Ir lá abaixo à barragem e voltar levar-me-ia mais de uma hora mas, naquele engano d'alma ledo e cego que, como é bem sabido, a fortuna não deixa durar muito, pensei: que se lixe (to say the least). O apelo era tremendo. Fui. 




Um fenómeno curioso tomou conta da paisagem; as nuvens que acastelavam muito rapidamente, o vento ora quente ora frio vindo de todos os lados, here, there and everywhere,




a luz heterogénea com tons quentes no céu e frios rente ao chão e à água ... Alguma coisa vinha aí. Pus-me a caminho.


Quando regressei às cumeadas, após a subida feita em força, pedalada a pedalada, adivinhando o que aí vinha, o céu transformou-se.

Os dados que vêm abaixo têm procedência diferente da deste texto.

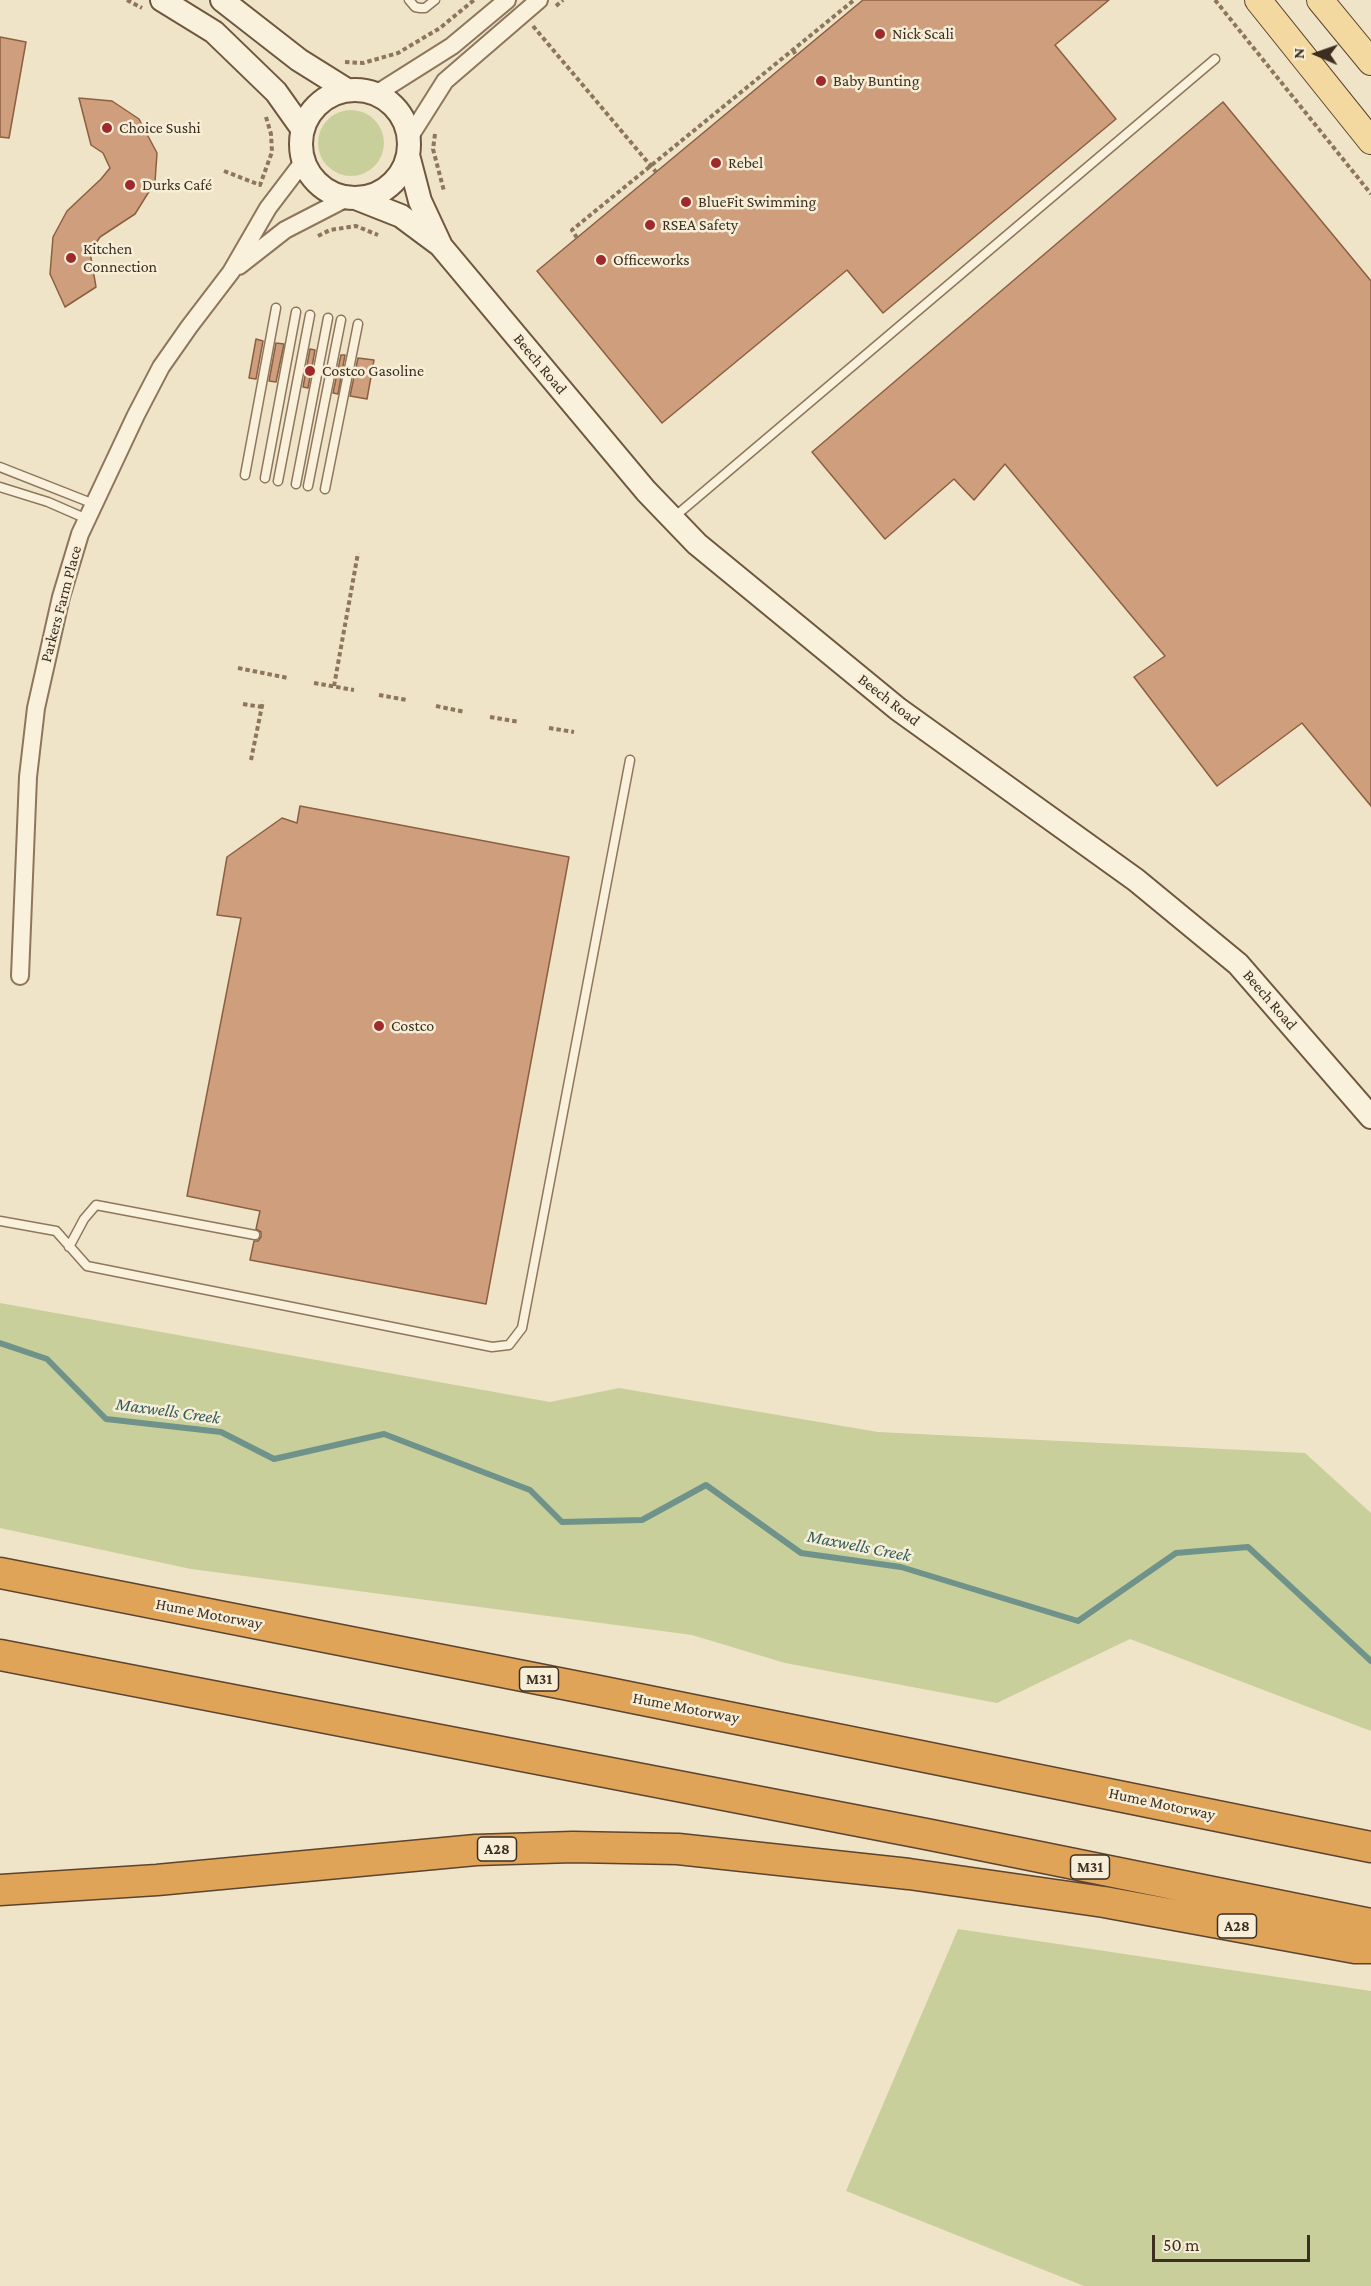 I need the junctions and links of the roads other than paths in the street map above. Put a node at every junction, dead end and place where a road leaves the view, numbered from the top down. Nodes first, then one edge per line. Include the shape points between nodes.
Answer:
1 (222, 0) edge
2 (409, 0) edge
3 (435, 0) edge
4 (507, 0) edge
5 (539, 0) edge
6 (1258, 0) edge
7 (1320, 0) edge
8 (155, 6) edge
9 (1215, 59) dead end
10 (1371, 62) edge
11 (347, 90) junction
12 (376, 94) junction
13 (303, 130) junction
14 (1371, 141) edge
15 (408, 147) junction
16 (303, 162) junction
17 (352, 199) junction
18 (440, 245) junction
19 (231, 272) junction
20 (276, 308) dead end
21 (296, 312) dead end
22 (310, 315) dead end
23 (328, 318) dead end
24 (341, 320) dead end
25 (358, 324) dead end
26 (0, 467) edge
27 (245, 475) dead end
28 (265, 478) dead end
29 (278, 481) dead end
30 (296, 484) dead end
31 (308, 486) dead end
32 (0, 487) edge
33 (325, 489) dead end
34 (91, 512) junction
35 (672, 519) junction
36 (630, 760) dead end
37 (20, 976) dead end
38 (1371, 1118) edge
39 (0, 1221) edge
40 (255, 1235) dead end
41 (69, 1247) junction
42 (0, 1573) edge
43 (0, 1655) edge
44 (1371, 1847) edge
45 (0, 1890) edge
46 (1371, 1924) edge
47 (1371, 1948) edge

1 - 11 main road via 299,60
2 - 3 lane via 415,7 425,8
4 - 12 street via 452,46
5 - 15 street via 445,81
6 - 14 main road
7 - 10 main road
8 - 13 main road via 214,32 276,92
9 - 35 lane
11 - 12 main road
11 - 13 main road via 322,101 305,119
12 - 15 main road via 392,104 403,120
13 - 16 main road
15 - 17 main road via 399,177 390,186
15 - 18 main road, Beech Road via 420,201
16 - 17 main road via 320,186
16 - 19 street, Parkers Farm Place via 268,208
17 - 18 main road, Beech Road via 401,216
17 - 19 street, Parkers Farm Place via 285,230
18 - 35 main road, Beech Road
19 - 34 street, Parkers Farm Place via 161,367
20 - 27 lane
21 - 28 lane
22 - 29 lane
23 - 30 lane
24 - 31 lane
25 - 33 lane
26 - 34 lane
32 - 34 lane
34 - 37 street, Parkers Farm Place via 80,534 61,597 36,708 28,777
35 - 38 main road, Beech Road via 897,709 1136,880 1238,964
36 - 41 lane via 522,1328 509,1345 492,1347 87,1266
39 - 41 lane via 56,1231
40 - 41 lane via 96,1205
42 - 44 highway, Hume Motorway / M31
43 - 46 highway, M31
45 - 47 highway, A28 via 157,1880 476,1850 678,1849 897,1872 1104,1902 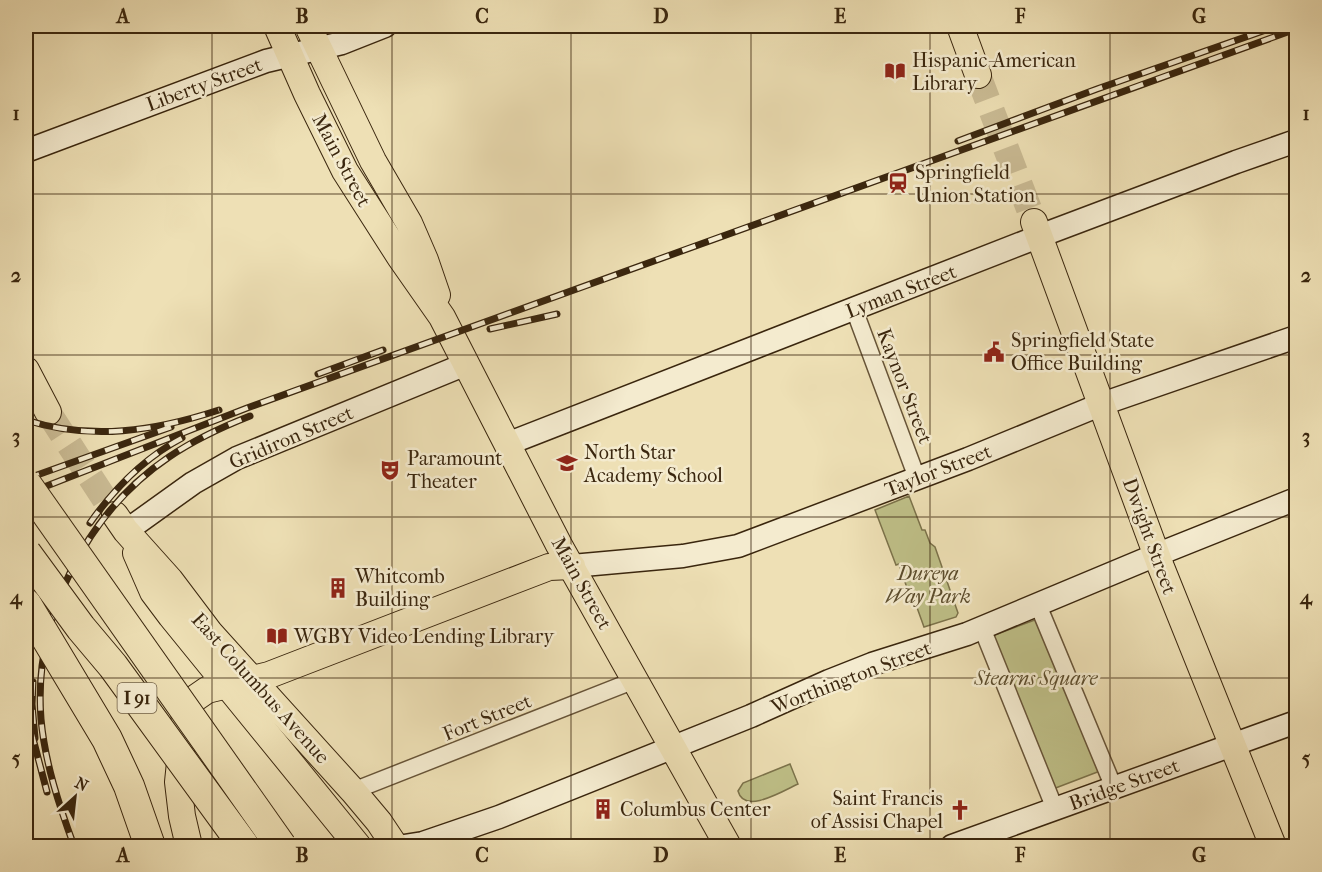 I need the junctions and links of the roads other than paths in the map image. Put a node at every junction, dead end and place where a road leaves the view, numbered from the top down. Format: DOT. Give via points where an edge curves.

Depois deste céu, a história conta-se em pedras de granizo arremessadas das nuvens contra os óculos, o capacete, braços e pernas (para referir apenas os locais de embate mais óbvios), em água a entrar por todos os poros, um vento maluco às voltas que impedia as pedaladas, um barulho dos infernos vindo de todo o lado, o céu em cima da cabeça, como diria Assurancetourix, Abraracourcix, Bonemine & Co. Mas foi apenas um ciclista na tempestade. Uma tempestade do catano, com risco de acidente, de hipotermia, mas nada mais do que isso. Não foi um ciclista ligado a um ventilador numa unidade de cuidados intensivos, nem com um joelho na jugular, sequer um ciclista preocupado em saber se comeria no dia seguinte ou se teria água na torneira para tomar banho à chegada.

C'est la vie.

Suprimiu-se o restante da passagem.